You have the following rights with respect to your PHI:

 

A. The right to request limits on uses and disclosures of your PHI

You have the right to ask that we limit how we use and disclose your PHI.  We will consider your request but are not legally required to accept it.  If we accept your request, we will put any limits in writing and abide by them except in emergency situations.  You may not limit the uses and disclosures that we are legally required and allowed to make.

B.  The right to choose how we send PHI to you.

You have the right to ask that we send information to you, to an alternate address (for example, sending information to your work address instead of your home address) or by alternate means.  We must agree to your request so long as we can easily provide it in the form you requested.

C.  The right to see and get copies of your PHI.

In most cases, you have the right to look at or get copies of your PHI that we have, but you must make the request in writing.  If we don’t have your PHI but we know who does, we will tell you how to get it.  We will respond to you within 30 days after receiving your written request.  In certain situations, we may deny your request.  If we do, we will tell you, in writing, our reasons for the denial and explain your right to have the denial reviewed.
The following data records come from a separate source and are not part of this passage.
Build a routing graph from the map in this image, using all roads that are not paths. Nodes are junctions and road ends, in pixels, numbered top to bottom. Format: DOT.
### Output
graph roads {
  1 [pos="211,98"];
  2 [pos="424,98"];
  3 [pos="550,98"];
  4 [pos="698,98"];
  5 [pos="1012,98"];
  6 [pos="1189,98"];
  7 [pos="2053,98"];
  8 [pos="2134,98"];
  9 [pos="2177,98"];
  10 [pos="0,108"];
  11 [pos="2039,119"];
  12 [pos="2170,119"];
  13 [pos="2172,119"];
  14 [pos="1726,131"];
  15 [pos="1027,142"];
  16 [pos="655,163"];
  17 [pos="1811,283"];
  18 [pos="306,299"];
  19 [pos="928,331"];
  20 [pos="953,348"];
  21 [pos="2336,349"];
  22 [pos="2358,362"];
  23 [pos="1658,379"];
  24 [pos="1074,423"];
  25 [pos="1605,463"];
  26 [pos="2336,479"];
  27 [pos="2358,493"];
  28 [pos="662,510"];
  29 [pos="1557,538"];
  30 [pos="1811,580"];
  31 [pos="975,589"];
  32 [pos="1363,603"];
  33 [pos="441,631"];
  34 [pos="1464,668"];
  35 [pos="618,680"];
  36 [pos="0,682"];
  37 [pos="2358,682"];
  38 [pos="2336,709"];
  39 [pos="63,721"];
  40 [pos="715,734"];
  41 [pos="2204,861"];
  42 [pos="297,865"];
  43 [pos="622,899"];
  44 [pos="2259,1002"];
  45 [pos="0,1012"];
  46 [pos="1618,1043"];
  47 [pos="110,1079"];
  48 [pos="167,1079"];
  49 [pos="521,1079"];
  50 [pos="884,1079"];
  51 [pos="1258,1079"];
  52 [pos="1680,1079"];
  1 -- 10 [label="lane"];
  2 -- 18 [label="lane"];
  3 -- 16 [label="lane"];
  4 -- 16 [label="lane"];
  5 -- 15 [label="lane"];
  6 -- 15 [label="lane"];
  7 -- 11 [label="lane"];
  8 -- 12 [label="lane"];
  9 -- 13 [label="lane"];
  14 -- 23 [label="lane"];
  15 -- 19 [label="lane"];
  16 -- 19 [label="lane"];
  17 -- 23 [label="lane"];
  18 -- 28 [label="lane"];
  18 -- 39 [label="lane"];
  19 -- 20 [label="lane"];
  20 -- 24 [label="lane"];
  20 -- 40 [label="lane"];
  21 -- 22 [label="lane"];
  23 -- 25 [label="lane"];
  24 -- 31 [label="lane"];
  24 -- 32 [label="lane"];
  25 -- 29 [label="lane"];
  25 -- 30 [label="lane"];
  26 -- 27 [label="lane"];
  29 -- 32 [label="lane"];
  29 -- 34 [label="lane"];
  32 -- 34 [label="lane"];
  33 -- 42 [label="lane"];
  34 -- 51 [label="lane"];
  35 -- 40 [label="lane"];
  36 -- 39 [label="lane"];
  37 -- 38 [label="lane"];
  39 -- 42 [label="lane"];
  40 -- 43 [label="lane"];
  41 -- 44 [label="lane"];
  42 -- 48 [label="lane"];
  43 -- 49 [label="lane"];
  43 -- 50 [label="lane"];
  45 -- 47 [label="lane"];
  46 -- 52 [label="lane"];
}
If you request copies of your PHI, we will charge you according to the current Missouri Medical Records cost.  Instead of providing the PHI you requested, we may provide you with a summary or explanation of the PHI as long as you agree to that and to the cost in advance.

D.     The right to get a list of disclosures we have made.

You have the right to get a list of instances in which we have disclosed your PHI.  The list will not include uses or disclosure of treatment, payment, or healthcare operations directly to you.  The list also won’t include uses and disclosures made for national security purposes, to corrections, or other law enforcement personnel or before April 14, 2003.

We will respond within 60 days of receiving your request.  The list will also not include the request made after the date stated in section D.  We will provide data for the time span you request, not to exceed 6 years.  The list will include the date of disclosure, to whom PHI was disclosed (including their address, if known), a description of the information disclosed, and reason for disclosure.  We will provide the list to you at no charge, but if you make more than one request in the same year, we will charge according to current charges.

E.      The right to correct or update your PHI.

If you believe that there is a mistake in your PHI or that a piece of important information is missing, you have the right to request that we correct the existing information or add the missing information.  You must provide the request and your reason for request in writing.  We will respond within 60 days of receiving your request.  We may deny your request in writing if the PHI is 1) correct and complete, 2) not created by us, 3) not allowed to be disclosed, or 4) not part of our records.  Our written denial will state the reasons for the denial and explain the right to file a written statement of dis agreement with the denial.  If you don’t file one, you have the right to request that your request and our denial be attached to all future disclosures of your PHI.  If we approve your request, we will the change to your PHI, tell you that we have done it, and tell others that need to know about the change in your PHI.

 

How to complain about our Privacy Practices

 

If you think we may have violated your privacy rights, or you disagree with a decision we made about access to your PHI, you may file a complaint with the person listen in section 6 below.  We will take to retaliatory action against you if you file a complaint about our privacy practices.

 

Person to contact for information about this notice or to complain about our Privacy Practices

If you have any questions about this notice or any complaints about our privacy practices, or would like to know how to file a complaint with the Secretary of the Department of Health and Human Services, please contact the Administrator, 255 Spencer Road Suite 101, St. Peters, MO. 63376 (636) 477-6111

 

Effective date of this notice

 

This notice is effective April 7, 2008

 

   

                               



Alternative Behavioral Care is a JCAHO accredited program.